Abstract Cloud microphysical processes are an important facet of atmospheric modeling, as they can control the initiation and rates of snowfall. Thus, parameterizations of these processes have important implications for modeling seasonal snow accumulation. We conduct experiments with the Weather Research and Forecasting (WRF V4.3.3) Model using three different microphysics parameterizations, including a sophisticated new scheme (ISHMAEL). Simulations are conducted for two cold seasons (2018 and 2019) centered on the Colorado Rockies’ ∼750-km2 East River watershed. Precipitation efficiencies are quantified using a drying-ratio mass budget approach and point evaluations are performed against three NRCS SNOTEL stations. Precipitation and meteorological outputs from each are used to force a land surface model (Noah-MP) so that peak snow accumulation can be compared against airborne snow lidar products. We find that microphysical parameterization choice alone has a modest impact on total precipitation on the order of ±3% watershed-wide, and as high as 15% for certain regions, similar to other studies comparing the same parameterizations.
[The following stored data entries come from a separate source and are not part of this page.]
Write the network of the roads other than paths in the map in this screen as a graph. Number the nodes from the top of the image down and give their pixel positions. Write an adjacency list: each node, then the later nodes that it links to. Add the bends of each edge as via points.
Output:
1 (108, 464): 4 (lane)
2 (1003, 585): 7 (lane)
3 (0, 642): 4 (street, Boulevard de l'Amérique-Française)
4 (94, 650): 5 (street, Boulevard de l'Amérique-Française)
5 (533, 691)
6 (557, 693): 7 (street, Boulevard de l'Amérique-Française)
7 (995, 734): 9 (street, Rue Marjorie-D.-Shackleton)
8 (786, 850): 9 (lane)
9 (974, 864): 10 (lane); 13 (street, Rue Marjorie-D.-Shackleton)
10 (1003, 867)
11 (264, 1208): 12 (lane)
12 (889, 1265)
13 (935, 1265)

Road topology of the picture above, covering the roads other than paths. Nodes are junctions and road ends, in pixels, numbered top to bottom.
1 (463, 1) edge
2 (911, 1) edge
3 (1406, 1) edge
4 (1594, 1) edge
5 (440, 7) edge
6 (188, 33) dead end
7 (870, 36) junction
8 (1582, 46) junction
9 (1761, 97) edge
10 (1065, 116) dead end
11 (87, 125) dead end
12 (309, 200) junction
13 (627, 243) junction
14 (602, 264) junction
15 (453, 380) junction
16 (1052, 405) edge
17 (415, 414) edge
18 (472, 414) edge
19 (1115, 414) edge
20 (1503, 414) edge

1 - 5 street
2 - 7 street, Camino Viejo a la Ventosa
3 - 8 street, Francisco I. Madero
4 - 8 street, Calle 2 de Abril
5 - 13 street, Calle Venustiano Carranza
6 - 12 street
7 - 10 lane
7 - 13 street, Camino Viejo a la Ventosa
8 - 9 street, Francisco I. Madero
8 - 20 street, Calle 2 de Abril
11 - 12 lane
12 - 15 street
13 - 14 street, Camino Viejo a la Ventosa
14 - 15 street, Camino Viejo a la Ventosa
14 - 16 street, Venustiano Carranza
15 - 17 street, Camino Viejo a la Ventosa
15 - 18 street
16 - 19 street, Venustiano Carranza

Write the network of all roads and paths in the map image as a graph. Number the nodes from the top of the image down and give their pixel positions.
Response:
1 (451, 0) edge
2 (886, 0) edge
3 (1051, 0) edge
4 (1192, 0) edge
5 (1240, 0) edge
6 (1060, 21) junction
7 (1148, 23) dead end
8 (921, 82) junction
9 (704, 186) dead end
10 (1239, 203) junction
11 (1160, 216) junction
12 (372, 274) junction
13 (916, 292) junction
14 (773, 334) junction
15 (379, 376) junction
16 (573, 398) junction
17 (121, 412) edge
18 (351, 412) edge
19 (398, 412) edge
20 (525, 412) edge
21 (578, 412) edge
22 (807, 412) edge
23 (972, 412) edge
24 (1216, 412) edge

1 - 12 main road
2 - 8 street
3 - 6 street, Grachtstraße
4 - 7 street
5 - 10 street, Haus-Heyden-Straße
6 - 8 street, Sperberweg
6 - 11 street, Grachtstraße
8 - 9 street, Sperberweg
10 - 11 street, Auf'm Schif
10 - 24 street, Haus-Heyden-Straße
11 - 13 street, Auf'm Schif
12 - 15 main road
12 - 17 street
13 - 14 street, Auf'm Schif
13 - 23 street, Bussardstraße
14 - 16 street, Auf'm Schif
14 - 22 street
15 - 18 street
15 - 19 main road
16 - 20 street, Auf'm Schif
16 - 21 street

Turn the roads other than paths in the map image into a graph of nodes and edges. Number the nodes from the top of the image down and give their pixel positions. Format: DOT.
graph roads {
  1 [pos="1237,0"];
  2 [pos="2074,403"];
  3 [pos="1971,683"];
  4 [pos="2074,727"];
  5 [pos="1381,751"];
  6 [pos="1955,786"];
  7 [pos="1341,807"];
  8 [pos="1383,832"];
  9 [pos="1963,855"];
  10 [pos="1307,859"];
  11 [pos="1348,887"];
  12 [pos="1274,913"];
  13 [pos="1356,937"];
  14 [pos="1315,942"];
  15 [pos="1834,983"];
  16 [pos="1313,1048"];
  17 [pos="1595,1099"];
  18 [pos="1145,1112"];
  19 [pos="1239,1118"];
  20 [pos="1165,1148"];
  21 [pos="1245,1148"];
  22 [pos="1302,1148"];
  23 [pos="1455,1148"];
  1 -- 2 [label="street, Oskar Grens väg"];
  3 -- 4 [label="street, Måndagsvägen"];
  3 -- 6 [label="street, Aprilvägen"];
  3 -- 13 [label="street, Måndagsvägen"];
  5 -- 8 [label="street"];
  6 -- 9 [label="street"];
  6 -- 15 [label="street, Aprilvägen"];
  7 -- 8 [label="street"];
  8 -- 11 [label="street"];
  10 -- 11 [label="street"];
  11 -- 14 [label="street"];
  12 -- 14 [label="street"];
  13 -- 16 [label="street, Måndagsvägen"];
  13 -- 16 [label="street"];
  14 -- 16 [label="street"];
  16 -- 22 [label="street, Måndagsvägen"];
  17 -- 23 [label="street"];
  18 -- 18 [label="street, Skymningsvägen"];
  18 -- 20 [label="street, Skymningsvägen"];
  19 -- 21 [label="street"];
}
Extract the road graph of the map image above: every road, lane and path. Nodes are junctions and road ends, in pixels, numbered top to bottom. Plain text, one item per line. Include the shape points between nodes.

Precipitation biases evaluated against SNOTEL are 15% ± 13%. WRF Noah-MP configurations produced snow water equivalents with good correlations with airborne lidar products at a 1-km spatial resolution: Pearson’s r values of 0.9, RMSEs between 8 and 17 cm, and percent biases of 3%–15%. Noah-MP with precipitation from the PRISM geostatistical precipitation product leads to a peak SWE underestimation of 32% in both years examined, and a weaker spatial correlation than the WRF configurations. We fall short of identifying a clearly superior microphysical parameterization but conclude that snow lidar is a valuable nontraditional indicator of model performance.